Greene’s principal point, however, is that his empirical findings on the nature of our “deontological” judgments serve to discredit deontology as a feasible normative moral theory. It is clear that rationalist deontology is not an apt class of descriptive theories because in reality, we act in accordance with our adaptive intuitions and not a moral ruleset. But what bearing does this have on its normative plausibility? Because our intuitions are merely “blunt biological instruments,” that have a “simple and efficient design,” they do not always lead to positive or rational outcomes (46). This is clear in the footbridge case and in our punitive judgments. However, claiming that our intuitions lack normative power and therefore every deontological theory lacks normative power is to falsely equate the two. Greene argues that all deontology really is, is a rationalization of our intuitions.

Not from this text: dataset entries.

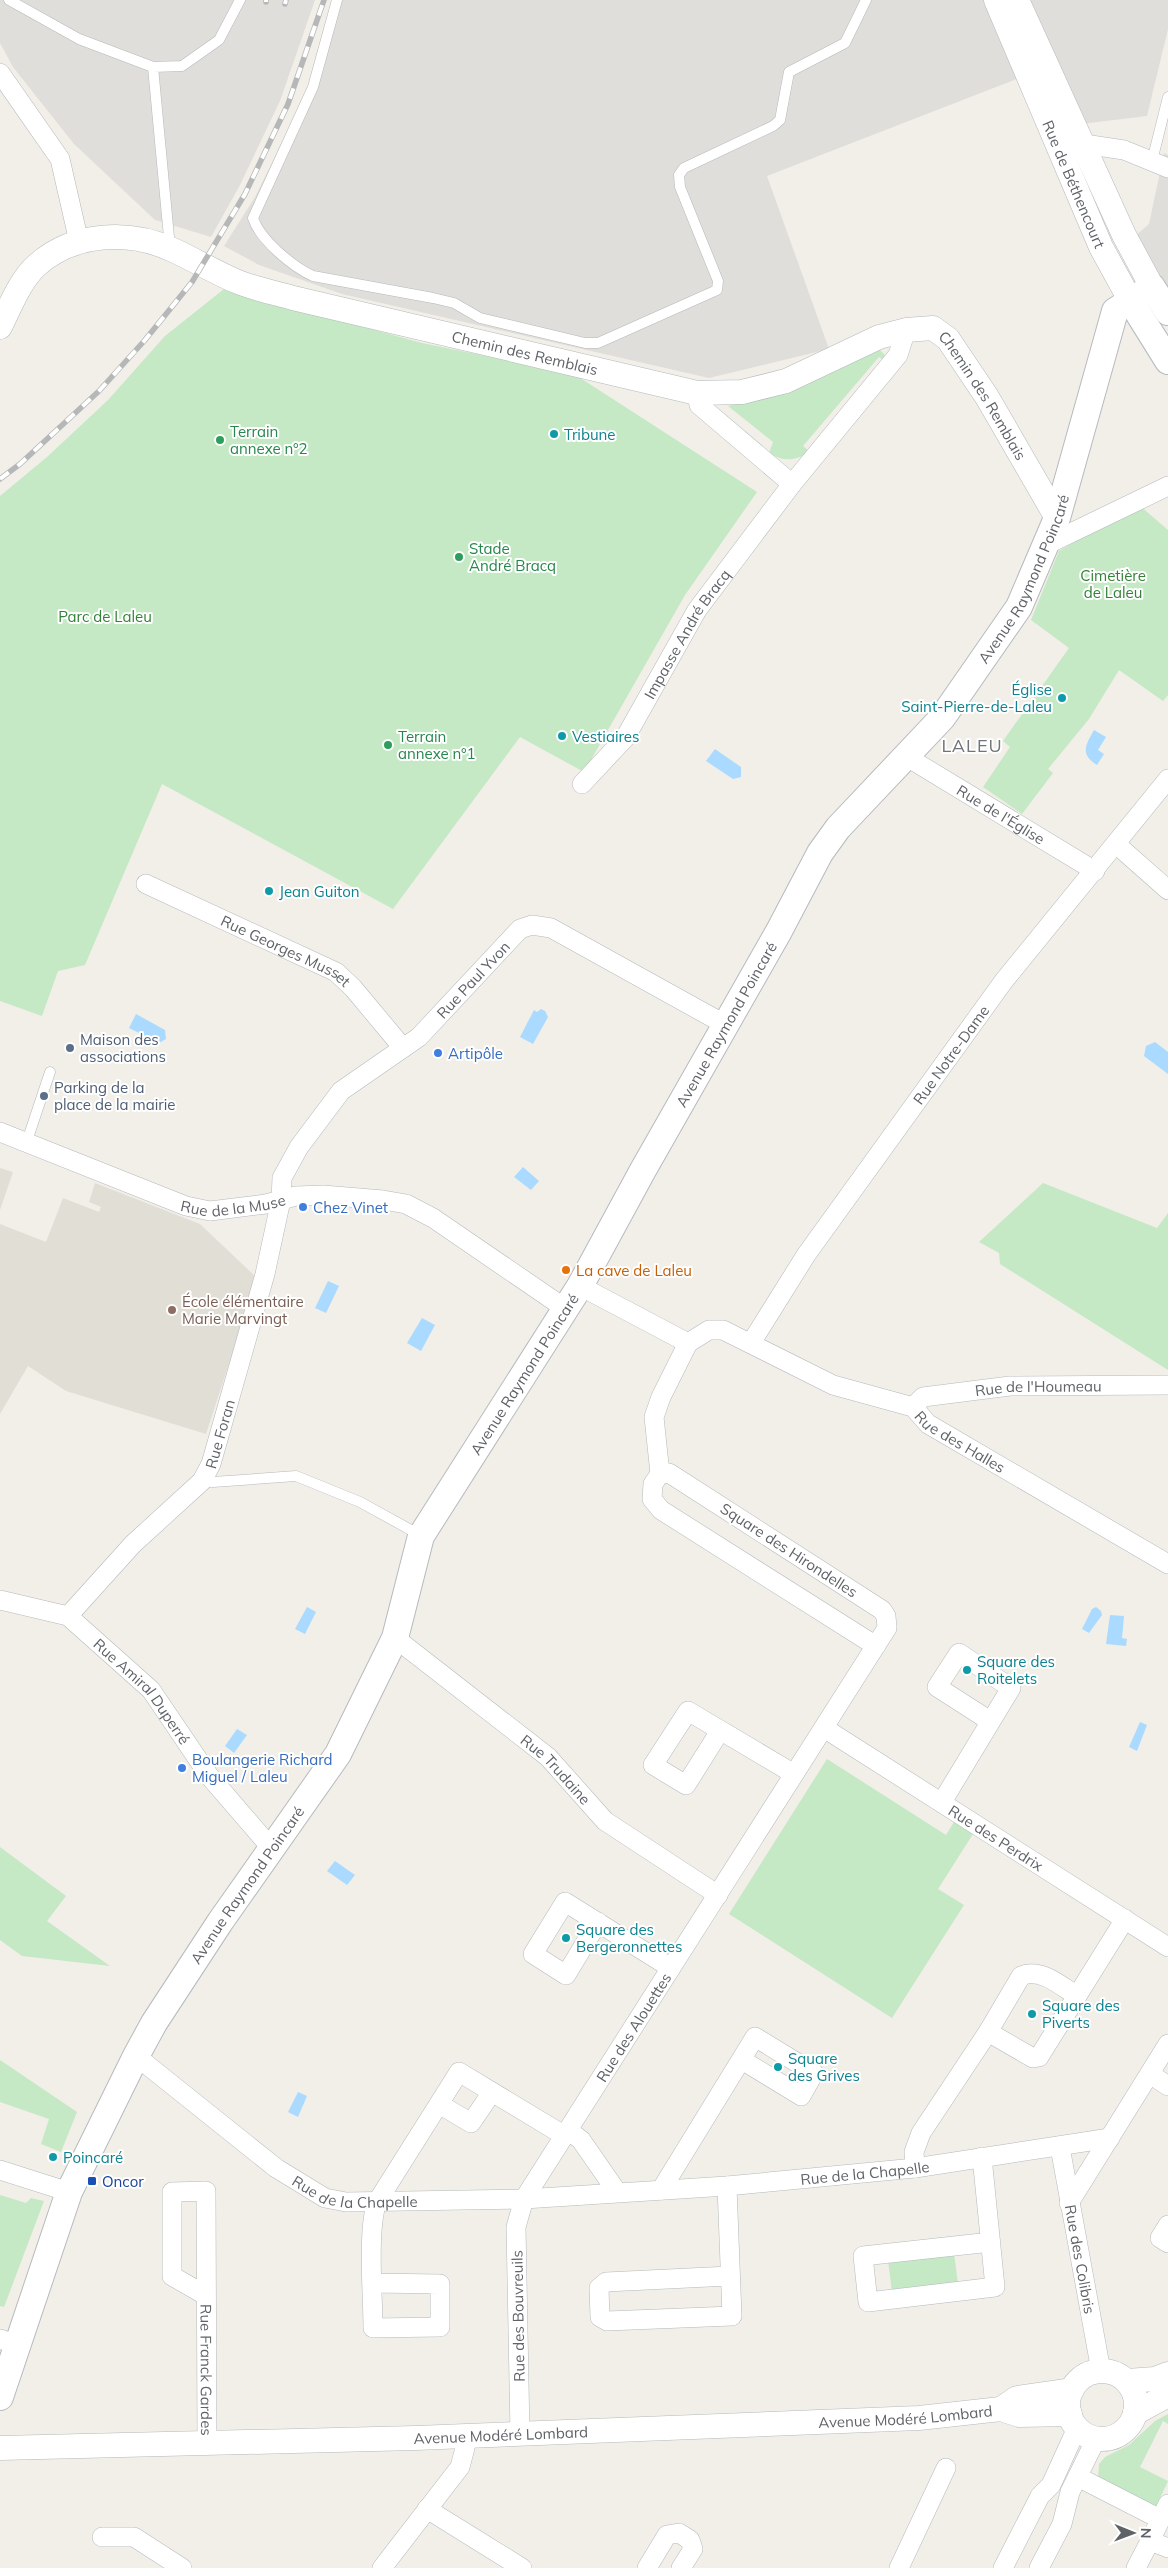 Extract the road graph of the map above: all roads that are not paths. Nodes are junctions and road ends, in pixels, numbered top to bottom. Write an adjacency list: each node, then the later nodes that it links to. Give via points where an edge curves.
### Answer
1 (9, 0): 8 (lane, via 78,39)
2 (240, 0): 8 (lane, via 219,40 182,66)
3 (336, 0): 4 (lane, via 313,87 253,218 256,227 295,268 312,276 433,298 454,304 480,318 585,343 598,342 718,290 718,282 680,187 679,175 684,168 780,120 789,72 845,43)
4 (866, 0)
5 (996, 0): 16 (street, Rue de Béthencourt, via 1100,247)
6 (1006, 0): 11 (street, via 1076,159)
7 (1017, 0): 11 (street, Rue de Béthencourt)
8 (153, 68): 14 (lane)
9 (0, 73): 13 (street, via 60,159)
10 (1168, 97): 12 (lane)
11 (1088, 154): 12 (street, via 1124,150); 15 (street, Rue de Béthencourt, via 1124,235)
12 (1160, 165)
13 (79, 242): 14 (street, Chemin des Remblais, via 109,236 125,237); 18 (street, Chemin des Remblais, via 36,266)
14 (170, 249): 21 (street, Chemin des Remblais, via 241,283 293,298)
15 (1152, 287): 16 (main road, Avenue Raymond Poincaré); 17 (main road, Rue de Béthencourt)
16 (1130, 300): 20 (main road, Rue de Béthencourt); 24 (main road, Avenue Raymond Poincaré, via 1115,311 1106,336)
17 (1168, 312)
18 (0, 327)
19 (906, 330): 21 (street, Chemin des Remblais, via 879,337 786,381 742,392); 22 (street, Impasse André Bracq, via 898,355); 24 (street, Chemin des Remblais, via 933,328 948,339 987,397)
20 (1168, 361)
21 (696, 393): 22 (street, via 699,405)
22 (792, 484): 29 (street, Impasse André Bracq, via 697,610 625,738)
23 (1168, 486): 25 (street)
24 (1057, 518): 25 (street); 26 (main road, Avenue Raymond Poincaré)
25 (1085, 527): 26 (street)
26 (1046, 546): 27 (main road, Avenue Raymond Poincaré, via 1019,607 942,718)
27 (907, 757): 31 (street, Rue de l'Église); 34 (main road, Avenue Raymond Poincaré, via 838,828 820,853)
28 (1168, 779): 30 (street, Rue Notre-Dame)
29 (582, 784)
30 (1116, 844): 31 (street, Rue Notre-Dame); 33 (street)
31 (1095, 871): 43 (street, Rue Notre-Dame, via 998,990 806,1255)
32 (146, 884): 35 (street, Rue Georges Musset, via 336,972)
33 (1168, 890)
34 (726, 1025): 35 (street, Rue Paul Yvon, via 551,928 532,925 520,929 419,1037); 40 (main road, Avenue Raymond Poincaré)
35 (403, 1048): 39 (street, Rue Paul Yvon, via 336,1096 299,1147 282,1178)
36 (50, 1072): 38 (lane)
37 (0, 1132): 38 (street, Rue de la Muse)
38 (27, 1141): 39 (street, Rue de la Muse, via 194,1208 210,1211)
39 (281, 1200): 41 (street, Rue de la Muse, via 323,1195 406,1204 433,1218); 47 (street, Rue Foran, via 265,1274 211,1464)
40 (580, 1286): 41 (main road, Avenue Raymond Poincaré); 42 (street)
41 (566, 1309): 48 (main road, Avenue Raymond Poincaré)
42 (688, 1343): 43 (street, Rue des Halles, via 709,1330 718,1329); 46 (street, via 654,1417)
43 (751, 1343): 45 (street, Rue des Halles, via 833,1385)
44 (1168, 1385): 45 (street, Rue de l'Houmeau, via 1010,1386 923,1397)
45 (912, 1407): 49 (street, Rue des Halles, via 928,1424)
46 (660, 1474): 53 (street, via 653,1484 652,1499 661,1510); 53 (street, Square des Hirondelles, via 670,1473 882,1610 887,1628)
47 (202, 1481): 48 (lane, via 296,1476 360,1502); 51 (street, Rue Foran, via 133,1544)
48 (421, 1536): 52 (main road, Avenue Raymond Poincaré)
49 (1168, 1564)
50 (0, 1600): 51 (street, Rue Amiral Duperré)
51 (68, 1616): 59 (street, Rue Amiral Duperré, via 152,1690 210,1777)
52 (395, 1638): 59 (main road, Avenue Raymond Poincaré, via 338,1754); 60 (street, Rue Trudaine, via 548,1757 605,1821)
53 (876, 1646): 55 (street, Square des Hirondelles)
54 (990, 1721): 58 (street)
55 (824, 1728): 57 (street, Rue des Alouettes); 58 (street, Rue des Perdrix)
56 (720, 1731): 57 (street)
57 (794, 1774): 60 (street, Rue des Alouettes)
58 (942, 1802): 61 (street, Rue des Perdrix)
59 (273, 1850): 68 (main road, Avenue Raymond Poincaré, via 209,1939 154,2022)
60 (718, 1895): 64 (street, Rue des Alouettes)
61 (1125, 1919): 63 (street, Rue des Perdrix); 65 (street)
62 (598, 1922): 64 (street)
63 (1168, 1947)
64 (671, 1968): 74 (street, Rue des Alouettes)
65 (1077, 1996): 66 (street, via 1040,1974 1030,1972 1021,1976); 66 (street, via 1038,2057 1033,2058)
66 (988, 2032): 78 (street, via 921,2133 914,2152)
67 (1168, 2044): 70 (street)
68 (136, 2056): 82 (main road, Avenue Raymond Poincaré); 85 (street, Rue de la Chapelle, via 301,2185 325,2198)
69 (742, 2060): 81 (street)
70 (1150, 2074): 71 (street); 75 (street)
71 (1168, 2086)
72 (492, 2092): 73 (street, via 470,2124); 73 (street, via 460,2072); 74 (street)
73 (440, 2104): 85 (street)
74 (567, 2133): 83 (street, via 581,2140); 84 (street, Rue des Alouettes)
75 (1110, 2138): 76 (street, Rue de la Chapelle); 86 (street)
76 (1060, 2146): 77 (street, Rue de la Chapelle); 86 (street, Rue des Colibris)
77 (982, 2157): 78 (street, Rue de la Chapelle); 88 (street)
78 (915, 2168): 80 (street, Rue de la Chapelle)
79 (0, 2170): 82 (street)
80 (727, 2186): 81 (street, Rue de la Chapelle); 90 (street)
81 (661, 2190): 83 (street, Rue de la Chapelle)
82 (69, 2192): 93 (main road, Avenue Raymond Poincaré)
83 (617, 2192): 84 (street, Rue de la Chapelle)
84 (524, 2199): 85 (street, Rue de la Chapelle); 103 (street, Rue des Bouvreuils, via 516,2226)
85 (377, 2202): 91 (street, via 373,2213)
86 (1070, 2204): 94 (street, Rue des Colibris)
87 (1168, 2225): 89 (street, via 1160,2238)
88 (990, 2242): 88 (street, via 995,2287 868,2302 862,2256)
89 (1168, 2243)
90 (730, 2276): 90 (street, via 732,2316 607,2321 600,2317 599,2288 606,2282)
91 (373, 2283)
92 (205, 2295): 92 (street, Rue Franck Gardes, via 206,2192 172,2192 172,2276); 105 (street, Rue Franck Gardes)
93 (9, 2342): 99 (main road, Avenue Raymond Poincaré)
94 (1101, 2371): 96 (street, via 1111,2372); 97 (street, via 1084,2376)
95 (1168, 2374): 96 (street, via 1155,2379)
96 (1127, 2381): 101 (street, via 1134,2391)
97 (1072, 2390): 100 (street, Avenue Modéré Lombard, via 1017,2398); 102 (street, via 1068,2401)
98 (1168, 2395): 101 (street)
99 (0, 2398)
100 (1001, 2409): 102 (street, Avenue Modéré Lombard); 103 (street, Avenue Modéré Lombard, via 910,2418)
101 (1136, 2414): 102 (street, via 1121,2434 1106,2439)
102 (1081, 2427): 108 (street); 120 (street)
103 (520, 2434): 104 (street, Avenue Modéré Lombard)
104 (465, 2436): 105 (street, Avenue Modéré Lombard); 109 (street, via 460,2467)
105 (207, 2444): 106 (street, Avenue Modéré Lombard)
106 (0, 2448)
107 (946, 2468): 119 (street)
108 (1078, 2477): 110 (street); 121 (street, via 1070,2492 1062,2524)
109 (427, 2509): 115 (street); 116 (street)
110 (1164, 2512): 112 (street)
111 (102, 2537): 114 (street, via 134,2538)
112 (1150, 2541): 113 (street); 122 (street)
113 (1168, 2548)
114 (182, 2568)
115 (382, 2568)
116 (522, 2568)
117 (646, 2568): 118 (street, via 667,2535 679,2533 690,2540 693,2549)
118 (681, 2568)
119 (899, 2568)
120 (1003, 2568)
121 (1039, 2568)
122 (1136, 2568)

Similarly, he argues, deontology, while hard to define, is, in all respects, about “giv(ing) voice to powerful moral emotions” (50). I agree with Greene that in both a Kantian and descriptive sense, deontology is a rationalization of our moral emotions, and it is not apt as a normative theory. Indeed, any theory that tracks our moral intuitions will not have normative power. However, I do not grant that a deontological moral theory necessarily needs to track these adaptive intuitions. Even though theories like Kant’s attempt to justify our intuitions, other theories don’t necessarily have to. In other words, there could exist some deontological theory invoking specific rights and duties that — while it does not function as a valid descriptive theory — could serve as a normative theory. Greene has done a sufficient job of discrediting classical deontological theories that attempt to justify our observed behavior; but, I contend that he has far from proven the impossibility of some deontological theory having normative power.